I think these guys intentionally misled the entire population of the city of San Diego,” he said. “But in so doing they committed massive securities fraud. I absolutely believe it and I've seen enough to say that I am 100 percent convinced that is exactly what happened.”
City Councilmember Scott Peters said the flawed official statement was approved because it had already received the blessing of city officials and private experts hired by the city.
“We were advised by the city attorney's office, the auditor's office, by our outside auditors and by our outside bond council that these disclosures... were A-OK,” he told CityBeat.
In response to Aguirre's report, the mayor and City Councilmember Jim Madaffer echoed Peters' statement.
“The City Council and I properly relied on the advice of the securities-law experts who were hired by the city attorney's office,” Murphy said in a prepared statement. “The experts and the city attorney's office advised us that everything that needed to be disclosed was disclosed.”
“Like any board member of a major corporation or organization, I have always heavily and properly relied on the advice from numerous professionals,” Madaffer said, also in a prepared statement. “I believed that everything that needed to be disclosed was disclosed and had no reason to believe otherwise.”

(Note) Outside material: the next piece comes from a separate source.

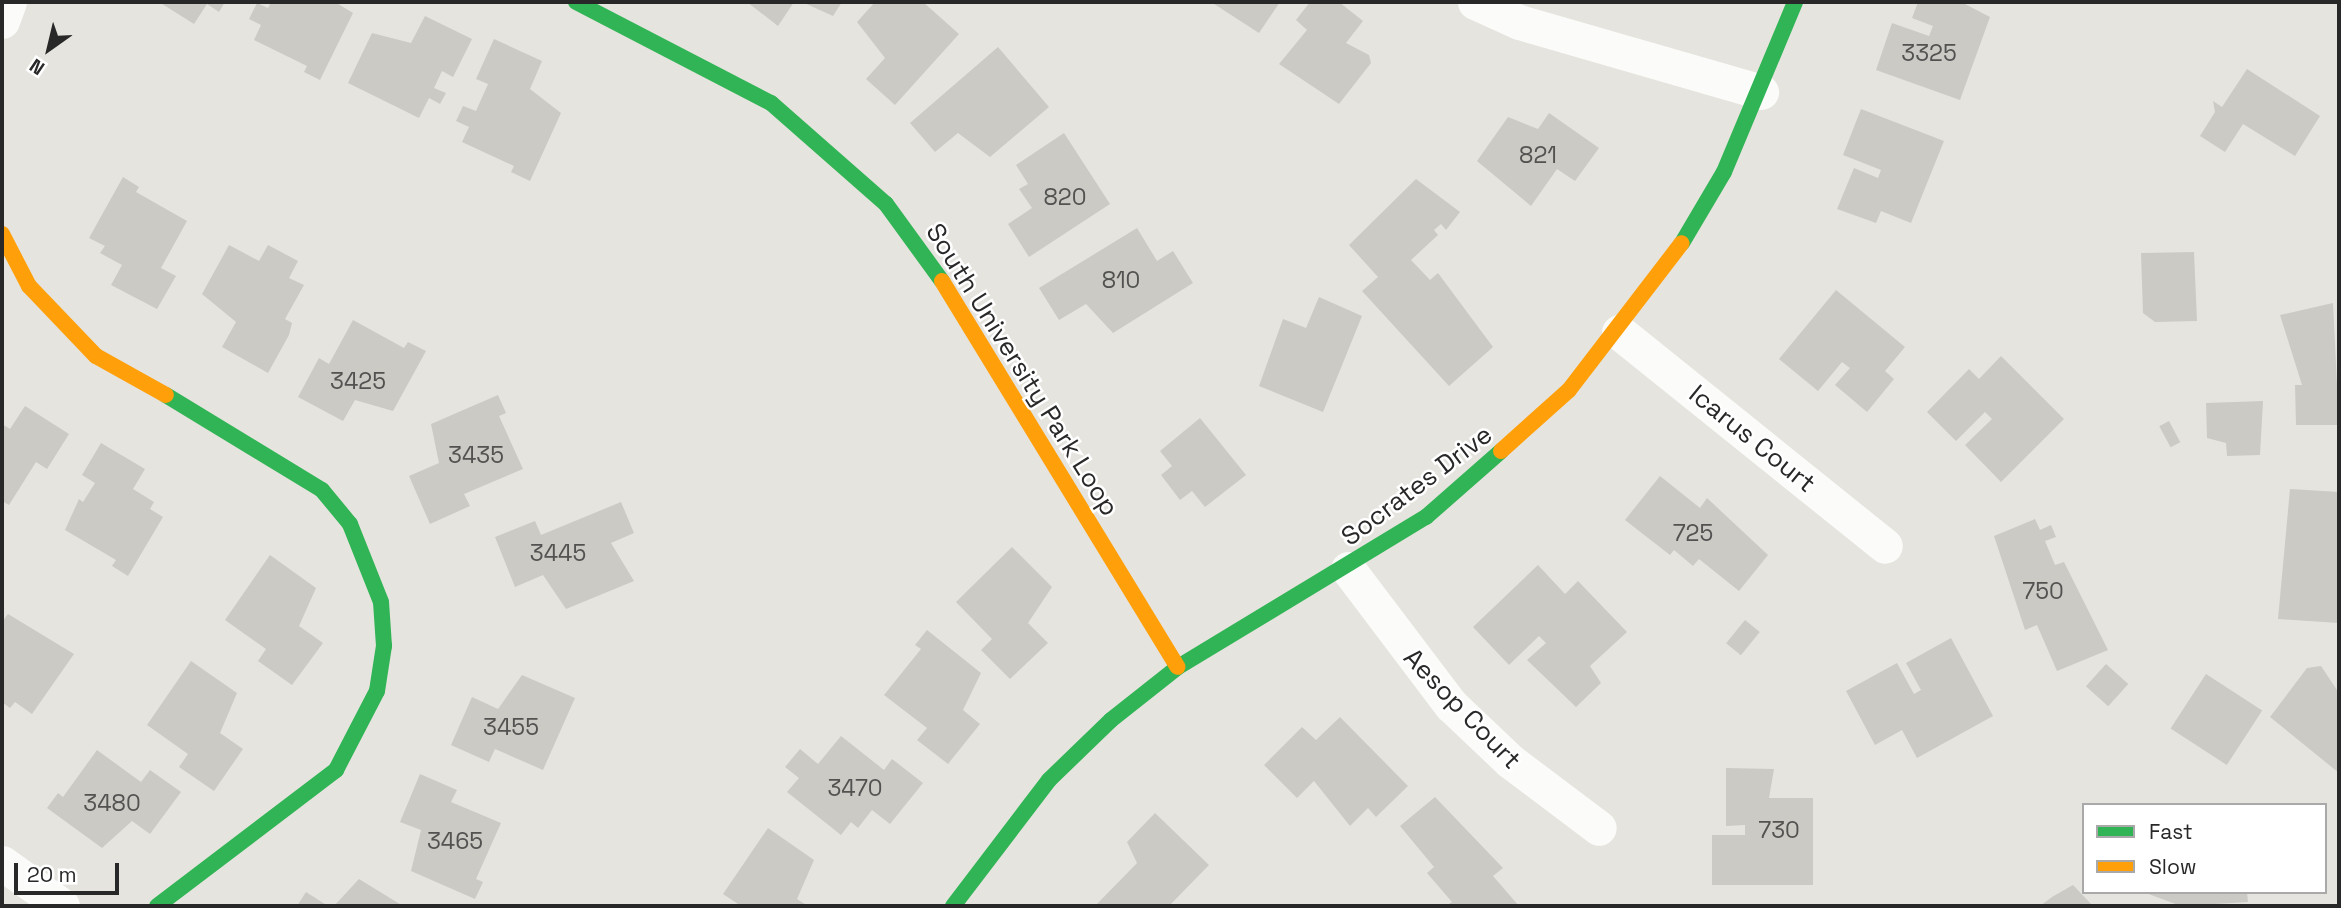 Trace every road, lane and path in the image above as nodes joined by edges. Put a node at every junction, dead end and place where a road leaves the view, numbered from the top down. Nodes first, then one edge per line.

But simply relying on the advice of experts isn't good enough, according an Oct. 29, 2001, letter from Bryan Cave, a law firm hired by the city to school the mayor and City Council in legal bond-disclosure requirements. Citing an SEC statement issued after Orange County filed for bankruptcy in 1994, the Bryan Cave lawyers wrote:
“The message... is that members of the body approving disclosure documents cannot simply ‘rubber-stamp' the document. Rather, each member has the responsibility to demonstrate that he or she was actively involved in the process-that is, each person must review the disclosure document, inquire as to the source of the information, ask questions of the city officials and other professionals who provided information (as well as ask if there are other sources of information that should be reviewed), and follow-up to ascertain whether the information makes sense in the circumstances.”
Which raises the question of whether the mayor and City Council actually read official statements, ask questions or follow-up.
Of those queried by CityBeat, several City Council members declined to comment, citing the pending SEC investigation, and Peters and Zucchet said they typically “review” the documents but rely on city staff and experts for interpretations. Peters also told CityBeat that he believes the Bryan Cave advice pertained only to the pending downtown-ballpark bonds that were facing legal challenges at the time the letter was written.
But last year's report by Vinson & Elkins, a firm hired to probe the city's disclosure practices, stated that the only advice the mayor and City Council have ever received regarding bond-disclosure policy came from Bryan Cave.
Tony Cherin, a finance professor at San Diego State University, said the events of April 29, coupled with that legal advice, leave the mayor and City Council without viable excuses.
“If I was the SEC investigator, I would find fault either way,” he said. “If there is a better miscarriage of responsibility, I suppose not carefully reading would be less guilt-provoking perhaps than to lie about underfunding.”
But how federal investigators might view the events of April 29, 2002, may not be the City Council's biggest problem. Aguirre's report has sparked a growing chorus of outrage from City Hall critics. In a column Monday in the new Voice of San Diego online news magazine, former Port Commissioner Peter Q. Davis, who ran against Murphy in the 2004 mayoral election, called on the mayor to resign, and rumors of recall efforts have been floating since Murphy was sworn into office in December.
Conger went a step further, telling CityBeat that it's time for everyone involved in the financial mess to step down.
“I think that every single person, including the mayor and council, who was involved ought to save the city the embarrassment and expense and immediately resign-all of them.”